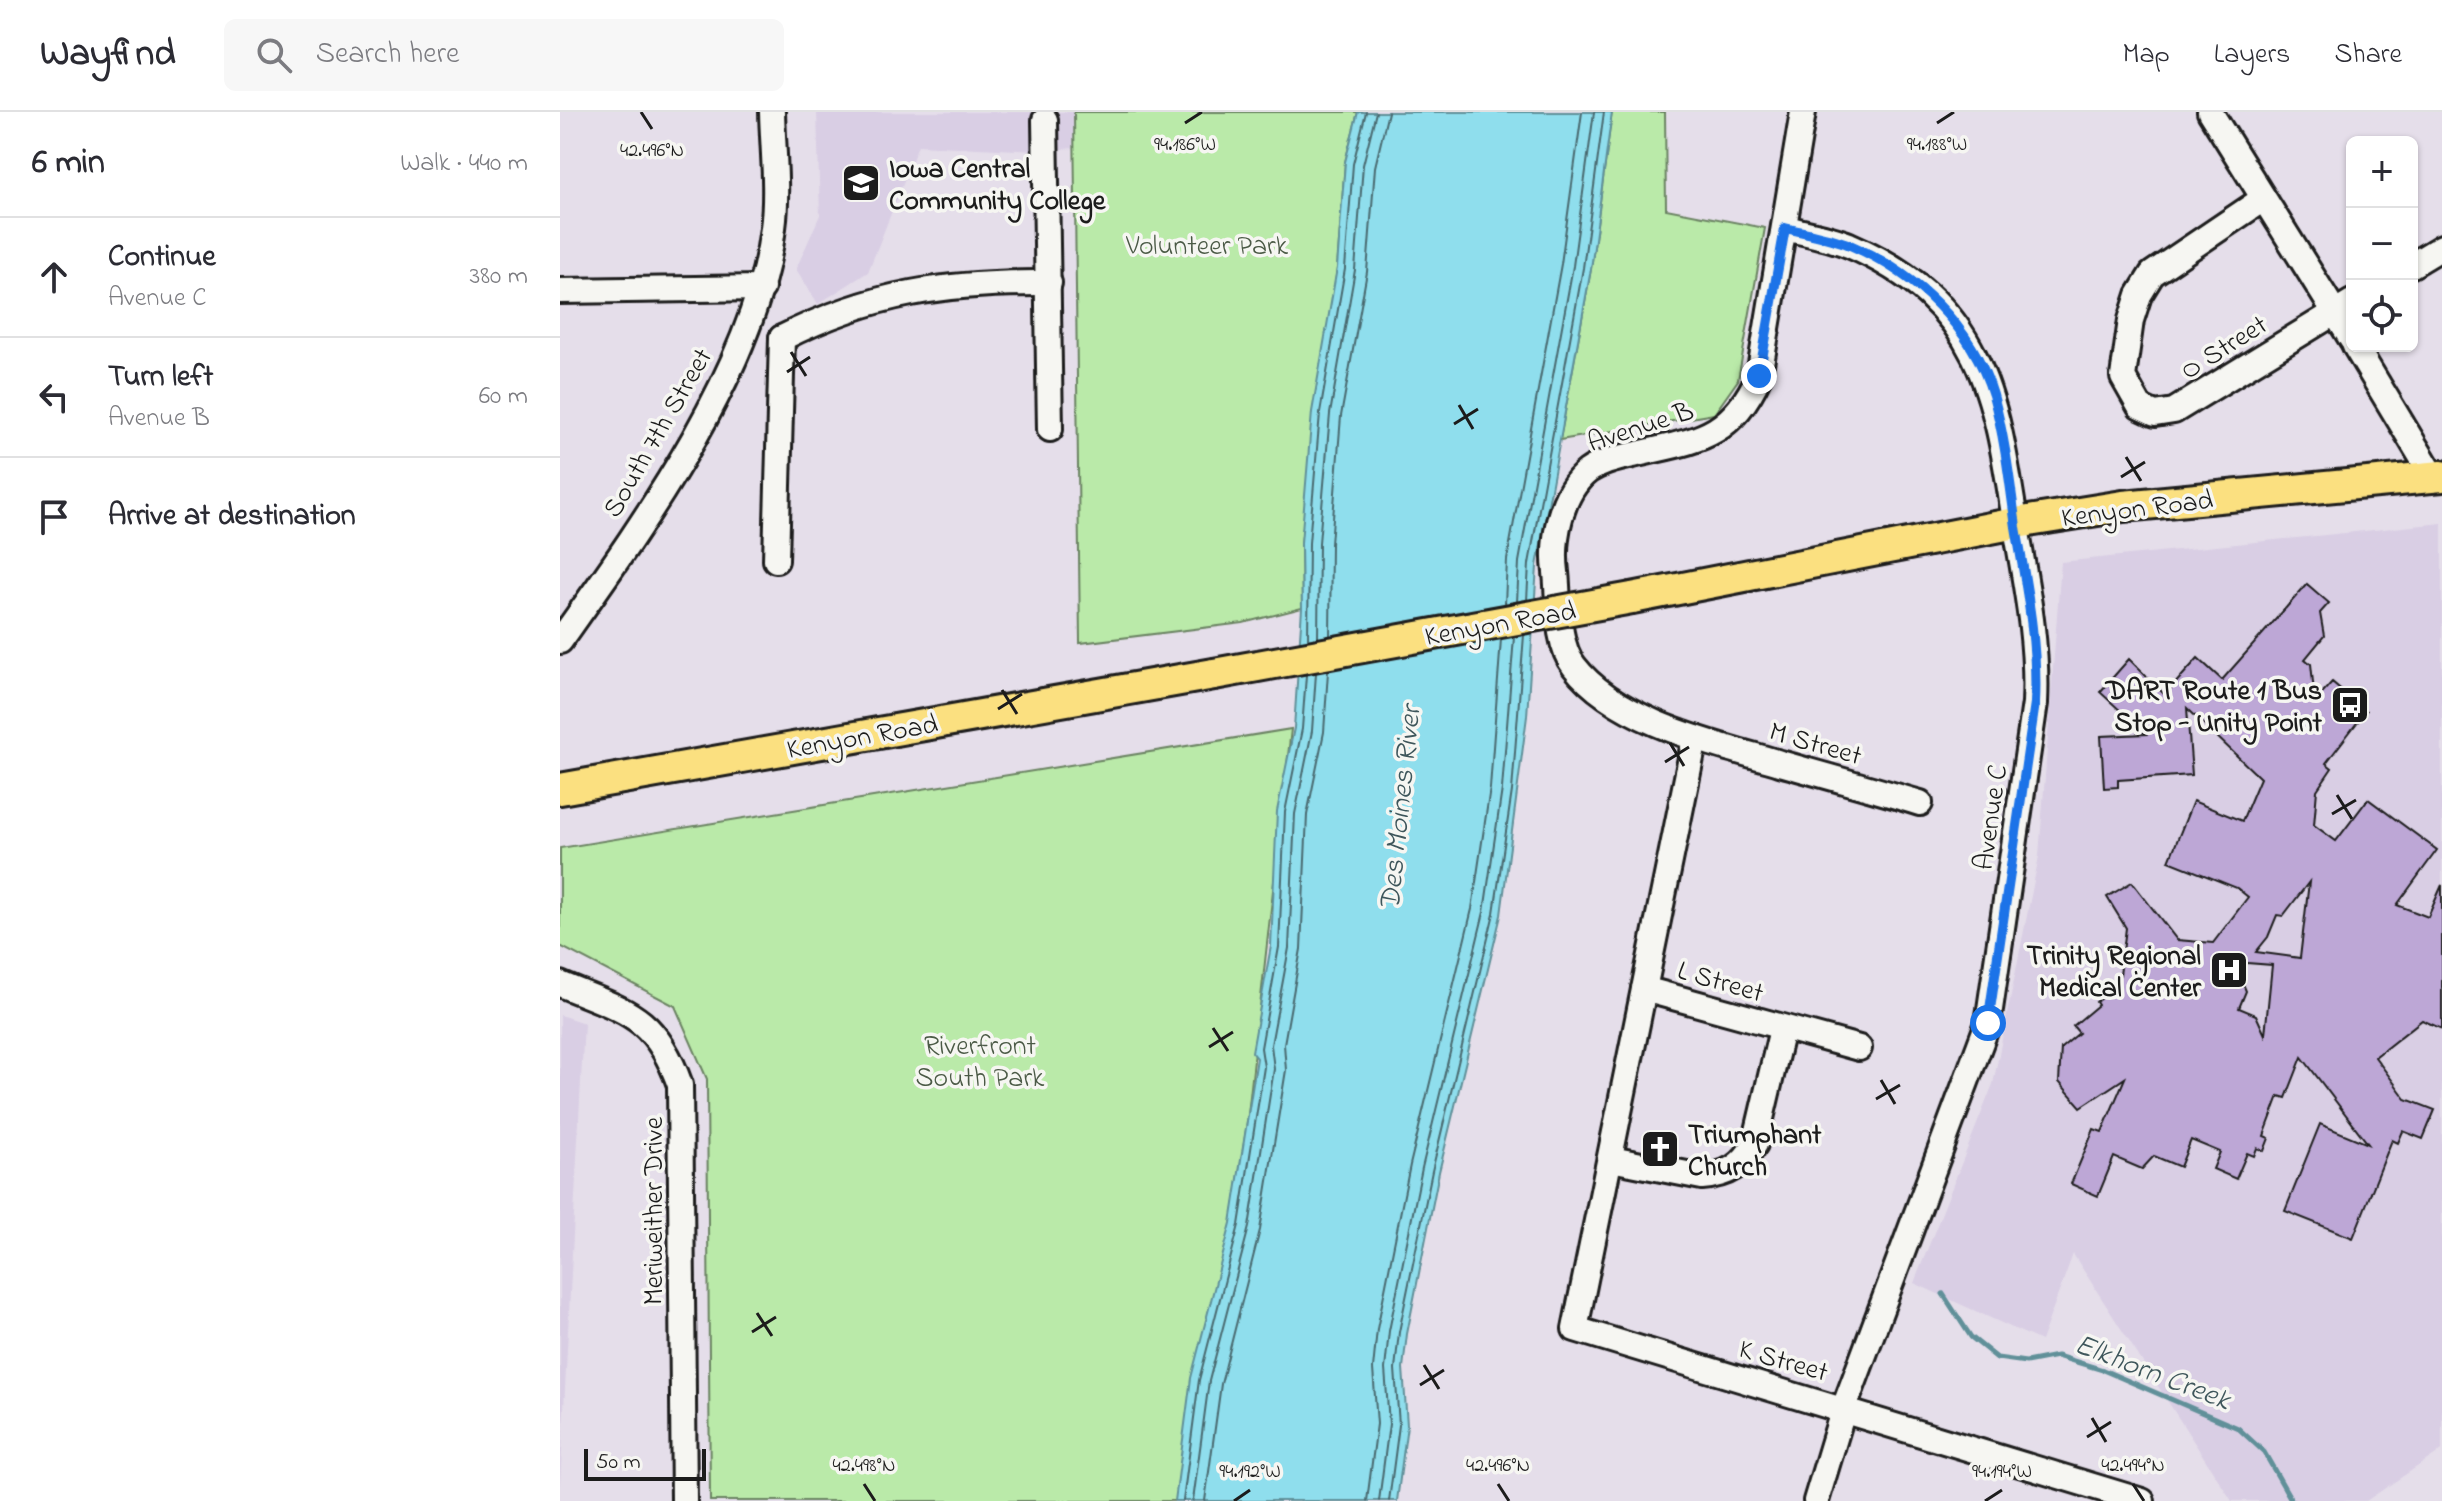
<!DOCTYPE html>
<meta charset="utf-8">
<style>
body{margin:0;font-family:"Indie Flower",sans-serif;background:#f7f7f7;color:#2b2b33}
.controls{position:absolute;right:24px;top:24px;display:grid;overflow:hidden;border-radius:12px;box-shadow:0 2px 6px #0004}
.controls button{width:72px;height:72px;display:grid;place-items:center;padding:0;border:0;border-bottom:2px solid #e1e1e2;background:#fff;color:#2b2b33;font:40px sans-serif}
.scale{position:absolute;left:24px;bottom:20px;width:122px;box-sizing:border-box;padding-left:8px;border:4px solid #1c1c1c;border-top:0;font-size:22px;line-height:28px;white-space:nowrap;color:#1c1c1c;-webkit-text-stroke:6px #f6f6f2;paint-order:stroke}
.stop{position:absolute;width:24px;height:24px;margin:-18px;border:6px solid #1a73e8;border-radius:50%;background:#fff}
.stop.end{background:#1a73e8;border-color:#fff;box-shadow:0 2px 8px #0008}
.list{margin:0;padding:0;list-style:none}
h2{display:flex;justify-content:space-between;align-items:center;height:104px;margin:0;padding:0 32px;font-size:34px}
h2 small{font-size:26px;font-weight:400;color:#7c7c81}
.list li{display:grid;grid-template-columns:52px 1fr auto;gap:24px;align-items:center;box-sizing:border-box;height:120px;padding:0 32px;border-top:2px solid #e1e1e2}
.list b{display:block;font-size:30px;white-space:nowrap}
.list p{margin:0;font-size:26px;white-space:nowrap;color:#7c7c81}
.list em{font-size:26px;font-style:normal;color:#7c7c81}
.icon{flex:none;width:44px;height:44px;fill:none;stroke:currentColor;stroke-width:2;stroke-linecap:round;stroke-linejoin:round}
.map{position:relative;flex:none;width:1882px;height:1389px;overflow:hidden}
header{display:flex;align-items:center;gap:48px;box-sizing:border-box;height:112px;padding:0 40px;background:#fff;border-bottom:2px solid #e1e1e2}
header strong{font-size:38px}
nav{display:flex;gap:44px;margin-inline-start:auto;font-size:28px}
.search{width:560px;height:72px;background:#f7f7f7;display:flex;align-items:center;gap:20px;box-sizing:border-box;padding:0 28px;border-radius:12px;color:#7c7c81;font-size:30px}
main{display:flex}
aside{flex:1;background:#fff}
.map>svg:first-child{display:block}
.built{fill:#d9cee4}
.green{fill:#baeaa9;stroke:#6b8362;stroke-width:2}
.water{fill:#8fdeed;stroke:#619099;stroke-width:2}
.lines{fill:none;stroke-linecap:round;stroke-linejoin:round}
.shore{stroke:#4a6a70;stroke-width:2}
.stream{stroke:#619099;stroke-width:5}
.building{fill:#bda7d6;stroke:#1c1c1c;stroke-width:2;fill-rule:evenodd}
.minor-casing{stroke:#1c1c1c;stroke-width:30}
.major-casing{stroke:#1c1c1c;stroke-width:36}
.minor{stroke:#f6f6f2;stroke-width:24}
.major{stroke:#fbe080;stroke-width:30}
.major-bridge-casing{stroke:#1c1c1c;stroke-width:36;stroke-linecap:butt}
.major-bridge{stroke:#fbe080;stroke-width:30}
.route{stroke:#1a73e8;stroke-width:10}
.ticks{fill:none;stroke:#1c1c1c;stroke-width:3}
.labels{text-anchor:middle;stroke-width:7;stroke-linejoin:round;paint-order:stroke}
.poi-label{font-size:28px;font-weight:bold;fill:#1c1c1c;stroke:#f6f6f2;text-anchor:start}
.park-label{font-size:28px;fill:#4b5a46;stroke:#f6f6f2}
.street-label{font-size:28px;fill:#1c1c1c;stroke:#f6f6f2}
.water-label{font-size:30px;font-style:italic;fill:#3e565b;stroke:#f6f6f2}
.ticks-label{font-size:20px;text-anchor:middle;fill:#1c1c1c;stroke:#f6f6f2;stroke-width:7;stroke-linejoin:round;paint-order:stroke}
</style>
<header>
<strong>Wayfind</strong>
<div class="search"><svg class="icon" aria-label="search" viewBox="0 0 24 24"><circle cx="10" cy="10" r="6"/><path d="M15 15l6 6"/></svg>Search here</div>
<nav><a>Map</a><a>Layers</a><a>Share</a></nav>
</header>
<main>
<aside>
<h2>6 min<small>Walk · 440 m</small></h2>
<ul class="list">
<li><svg class="icon" aria-label="ahead" viewBox="0 0 24 24"><path d="M12 20V5M6 11l6-6 6 6"/></svg><div><b>Continue</b><p>Avenue C</p></div><em>380 m</em></li>
<li><svg class="icon" aria-label="left" viewBox="0 0 24 24"><path d="M17 20v-9H6M10 6l-5 5 5 5"/></svg><div><b>Turn left</b><p>Avenue B</p></div><em>60 m</em></li>
<li><svg class="icon" aria-label="arrive" viewBox="0 0 24 24"><path d="M6 21V4h12l-3 4 3 4H6"/></svg><div><b>Arrive at destination</b></div></li>
</ul>
</aside>
<div class="map">
<svg width="1882" height="1389" viewBox="0 0 1882 1389">
<rect width="100%" height="100%" fill="#e5deea"/>
<filter id="ink" filterUnits="userSpaceOnUse"><feTurbulence type="fractalNoise" baseFrequency=".0125" numOctaves="2"/><feDisplacementMap in="SourceGraphic" scale="16" xChannelSelector="R" yChannelSelector="G"/><feConvolveMatrix kernelMatrix="1 2 1 2 8 2 1 2 1" color-interpolation-filters="sRGB"/></filter>
<g filter="url(#ink)">
<g class="built">
<path d="M 257,0 L 514,0 L 514,36 L 478,39 L 358,33 L 308,160 L 258,192 L 236,157 L 260,103 Z"/>
<path d="M 1882,411 L 1882,1338 L 1806,1389 L 1672,1389 L 1513,1142 L 1481,1229 L 1354,1171 L 1433,972 L 1479,744 L 1501,450 Z"/>
<path d="M 0,903 L 24,911 L 0,1373 Z"/>
</g>
<g class="green">
<path d="M 514,0 L 798,0 L 785,50 L 777,156 L 741,431 L 742,496 L 683,511 L 520,531 Z"/>
<path d="M 1052,0 L 1105,0 L 1106,97 L 1205,116 L 1178,268 L 1154,302 L 1000,328 L 1031,157 Z"/>
<path d="M 731,617 L 687,1011 L 629,1389 L 150,1389 L 147,967 L 115,894 L 0,834 L 0,736 Z"/>
</g>
<path class="water" d="M 798,0 L 1052,0 L 1031,157 L 977,454 L 967,604 L 941,803 L 879,1060 L 847,1222 L 843,1256 L 847,1313 L 837,1389 L 615,1389 L 631,1266 L 671,1111 L 697,946 L 692,940 L 711,834 L 717,699 L 734,616 L 742,496 L 741,431 L 752,300 L 777,156 L 785,50 Z"/>
<g class="lines">
<g class="shore">
<path d="M 967,488 L 969,452 L 1023,156 L 1044,0"/>
<path d="M 957,490 L 959,450 L 1013,154 L 1034,0"/>
<path d="M 945,492 L 947,448 L 1001,152 L 1022,0"/>
<path d="M 770,524 L 771,432 L 781,304 L 807,160 L 815,55 L 828,0"/>
<path d="M 758,526 L 759,431 L 770,302 L 795,158 L 803,53 L 816,0"/>
<path d="M 748,528 L 749,431 L 760,301 L 785,157 L 793,52 L 806,0"/>
<path d="M 623,1389 L 639,1268 L 679,1113 L 704,955 L 701,936 L 719,835 L 725,700 L 742,617 L 746,563"/>
<path d="M 633,1389 L 649,1269 L 689,1115 L 714,957 L 711,933 L 729,836 L 735,702 L 752,619 L 756,561"/>
<path d="M 645,1389 L 661,1272 L 700,1118 L 726,958 L 724,932 L 741,837 L 747,703 L 764,620 L 768,559"/>
<path d="M 807,1389 L 817,1312 L 813,1257 L 817,1217 L 850,1053 L 912,797 L 930,676 L 941,527"/>
<path d="M 819,1389 L 829,1312 L 825,1257 L 829,1219 L 862,1056 L 924,800 L 942,677 L 954,525"/>
<path d="M 829,1389 L 839,1313 L 835,1257 L 839,1220 L 872,1059 L 934,801 L 952,679 L 964,523"/>
</g>
<path class="stream" d="M 1383,1182 L 1411,1225 L 1437,1246 L 1466,1250 L 1497,1244 L 1543,1258 L 1678,1316 L 1704,1340 L 1732,1389"/>
</g>
<path class="building" d="M 1747,472 L 1769,491 L 1760,501 L 1764,524 L 1745,547 L 1751,552 L 1755,589 L 1772,570 L 1806,599 L 1766,651 L 1772,656 L 1757,678 L 1754,713 L 1776,729 L 1808,687 L 1877,738 L 1837,793 L 1868,805 L 1882,773 L 1882,917 L 1862,908 L 1815,945 L 1846,987 L 1875,998 L 1863,1027 L 1843,1019 L 1838,1031 L 1832,1028 L 1793,1126 L 1725,1099 L 1760,1012 L 1808,1032 L 1742,945 L 1726,986 L 1719,984 L 1704,1024 L 1709,1026 L 1704,1039 L 1697,1036 L 1694,1044 L 1687,1041 L 1676,1067 L 1653,1057 L 1660,1040 L 1631,1028 L 1620,1055 L 1594,1044 L 1582,1057 L 1554,1045 L 1538,1084 L 1511,1072 L 1534,1017 L 1542,1020 L 1565,966 L 1521,995 L 1499,970 L 1501,936 L 1519,921 L 1513,914 L 1538,893 L 1536,890 L 1546,882 L 1543,877 L 1560,863 L 1566,816 L 1547,785 L 1572,770 L 1617,828 L 1653,831 L 1688,785 L 1677,776 L 1609,749 L 1633,689 L 1682,709 L 1700,666 L 1627,596 L 1632,663 L 1558,668 L 1558,675 L 1544,676 L 1541,624 L 1586,622 L 1540,580 L 1569,547 L 1605,583 L 1638,546 L 1662,568 ZM 1749,770 L 1740,846 L 1696,840 L 1708,825 L 1717,803 L 1723,804 ZM 1674,850 L 1712,853 L 1705,923 L 1696,903 L 1679,896 L 1686,879 Z"/>
<g class="lines">
<defs>
<g id="minor">
<path d="M 1243,0 L 1199,264 C 1170,328 1135,328 1073,343 C 1058,346 1041,350 1028,359 C 1000,381 992,428 996,460 C 999,488 996,531 1014,554 C 1057,610 1155,632 1220,651 C 1266,664 1313,677 1360,691"/>
<path d="M 1650,0 L 1792,228"/>
<path d="M 485,8 L 490,317"/>
<path d="M 1703,87 L 1592,162 L 1579,183 L 1571,208 L 1563,265 L 1580,295 L 1595,302 L 1614,299 L 1792,190"/>
<path d="M 1225,116 C 1246,121 1269,125 1289,133 C 1424,191 1436,286 1456,415 C 1466,474 1478,531 1475,591 L 1428,911 L 1284,1296 L 1256,1389"/>
<path d="M 1852,153 L 1882,135"/>
<path d="M 0,179 L 202,176"/>
<path d="M 222,226 C 313,180 388,170 489,171"/>
<path d="M 1795,234 L 1873,364"/>
<path d="M 216,448 L 222,226"/>
<path d="M 0,529 C 81,415 196,257 213,116 C 218,79 213,38 212,0"/>
<path d="M 1135,626 L 1015,1217 L 1582,1389"/>
<path d="M 0,872 C 63,899 94,900 120,973 L 124,1389"/>
<path d="M 1084,877 L 1299,936"/>
<path d="M 1051,1047 L 1142,1065 C 1168,1063 1183,1053 1195,1032 L 1222,917"/>
</g>
<g id="major">
<path d="M 1072,486 L 1456,411 L 1563,394 L 1882,364"/>
<path d="M 0,677 L 654,562"/>
</g>
</defs>
<use href="#minor" class="minor-casing"/>
<use href="#major" class="major-casing"/>
<use href="#minor" class="minor"/>
<use href="#major" class="major"/>
<defs>
<path id="major-bridge" d="M 654,562 L 1072,486"/>
</defs>
<use href="#major-bridge" class="major-bridge-casing"/>
<use href="#major-bridge" class="major-bridge"/>
</g>
</g>
<g class="lines" filter="url(#ink)">
<path class="route" d="M 1199,264 L 1225,116 C 1246,121 1270,125 1290,133 C 1355,161 1412,214 1433,283 C 1445,326 1450,371 1456,415 C 1466,474 1478,531 1475,591 L 1428,911"/>
</g>
<path class="ticks" d="M 81,0 L 92,17M 625,11 L 642,0M 1377,11 L 1394,0M 231,240 L 246,264M 227,260 L 250,245M 899,293 L 913,317M 894,312 L 918,297M 1566,345 L 1581,369M 1561,365 L 1585,350M 442,578 L 457,602M 438,597 L 462,582M 1110,631 L 1124,654M 1105,650 L 1129,635M 1777,683 L 1792,707M 1772,702 L 1796,688M 653,916 L 668,939M 649,935 L 673,920M 1321,968 L 1335,992M 1316,987 L 1340,973M 197,1201 L 212,1224M 192,1220 L 216,1205M 864,1253 L 879,1277M 860,1273 L 884,1258M 1532,1306 L 1546,1330M 1527,1325 L 1551,1310M 304,1372 L 315,1389M 938,1372 L 949,1389M 1573,1372 L 1584,1389M 674,1389 L 690,1378M 1425,1389 L 1442,1378"/>
<defs>
<symbol id="university-square" viewBox="-11 -11 22 22"><rect x="-9" y="-9" width="18" height="18" rx="4" fill="#1c1c1c" stroke="#f6f6f2"/><path d="M0-5L7-2L0 1L-7-2ZM-4 1L0 2.5L4 1V4Q0 6-4 4Z" fill="#fff"/></symbol>
<symbol id="bus-square" viewBox="-11 -11 22 22"><rect x="-9" y="-9" width="18" height="18" rx="4" fill="#1c1c1c" stroke="#f6f6f2"/><path d="M-5-6H5V4H4V6H2V4H-2V6H-4V4H-5ZM-3.5-4V0h7V-4ZM-3.5 1.2v1.5H-2V1.2ZM2 1.2v1.5H3.5V1.2Z" fill="#fff"/></symbol>
<symbol id="hospital-square" viewBox="-11 -11 22 22"><rect x="-9" y="-9" width="18" height="18" rx="4" fill="#1c1c1c" stroke="#f6f6f2"/><path d="M-5-5h3v3.5h4V-5h3V5h-3V1.5h-4V5h-3Z" fill="#fff"/></symbol>
<symbol id="church-square" viewBox="-11 -11 22 22"><rect x="-9" y="-9" width="18" height="18" rx="4" fill="#1c1c1c" stroke="#f6f6f2"/><path d="M-1.2-6h2.4v3.5h3.3v2.4h-3.3V6h-2.4V-.1h-3.3v-2.4h3.3Z" fill="#fff"/></symbol>
</defs>
<g fill-rule="evenodd">
<use href="#university-square" x="279" y="49" width="44" height="44"/>
<use href="#bus-square" x="1768" y="571" width="44" height="44"/>
<use href="#hospital-square" x="1647" y="836" width="44" height="44"/>
<use href="#church-square" x="1078" y="1015" width="44" height="44"/>
</g>
<g class="labels">
<g class="poi-label">
<text x="329" y="65">Iowa Central<tspan x="329" dy="32">Community College</tspan></text>
<text x="1762" y="587" text-anchor="end">DART Route 1 Bus<tspan x="1762" dy="32">Stop - Unity Point</tspan></text>
<text x="1641" y="852" text-anchor="end">Trinity Regional<tspan x="1641" dy="32">Medical Center</tspan></text>
<text x="1128" y="1031">Triumphant<tspan x="1128" dy="32">Church</tspan></text>
</g>
<g class="park-label">
<text x="647" y="142">Volunteer Park</text>
<text x="420" y="942">Riverfront<tspan x="420" dy="32">South Park</tspan></text>
</g>
<g class="street-label">
<text transform="translate(1663 234) rotate(-32)" y="10">O Street</text>
<text transform="translate(1080 313) rotate(-18)" y="10">Avenue B</text>
<text transform="translate(96 320) rotate(-60)" y="10">South 7th Street</text>
<text transform="translate(1577 395) rotate(-7)" y="10">Kenyon Road</text>
<text transform="translate(940 510) rotate(-10)" y="10">Kenyon Road</text>
<text transform="translate(302 623) rotate(-10)" y="10">Kenyon Road</text>
<text transform="translate(1256 630) rotate(16)" y="10">M Street</text>
<text transform="translate(1429 705) rotate(-82)" y="10">Avenue C</text>
<text transform="translate(1161 868) rotate(16)" y="10">L Street</text>
<text transform="translate(92 1099) rotate(-90)" y="10">Meriweither Drive</text>
<text transform="translate(1224 1247) rotate(16)" y="10">K Street</text>
</g>
<g class="water-label">
<text transform="translate(839 696) rotate(-84)" y="10">Des Moines River</text>
<text transform="translate(1593 1259) rotate(21)" y="10">Elkhorn Creek</text>
</g>
</g>
<g class="ticks-label">
<text x="625" y="38">94.186°W</text>
<text x="1377" y="38">94.188°W</text>
<text x="92" y="44">42.496°N</text>
<text x="304" y="1359">42.498°N</text>
<text x="938" y="1359">42.496°N</text>
<text x="1573" y="1359">42.494°N</text>
<text x="690" y="1365">94.192°W</text>
<text x="1442" y="1365">94.194°W</text>
</g>
</svg>
<div class="controls">
<button>+</button>
<button>−</button>
<button><svg class="icon" aria-label="locate" viewBox="0 0 24 24"><circle cx="12" cy="12" r="6"/><path d="M12 2v4M12 18v4M2 12h4M18 12h4"/></svg></button>
</div>
<div class="scale">50 m</div>
<div class="stop" style="left:1428px;top:911px"></div>
<div class="stop end" style="left:1199px;top:264px"></div>
</div>
</main>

.....

PROBLEM TO WORK ON: Looking only at the lines of the material above, count those containing "style" and give that number by itself.

TASK RESPONSE: 7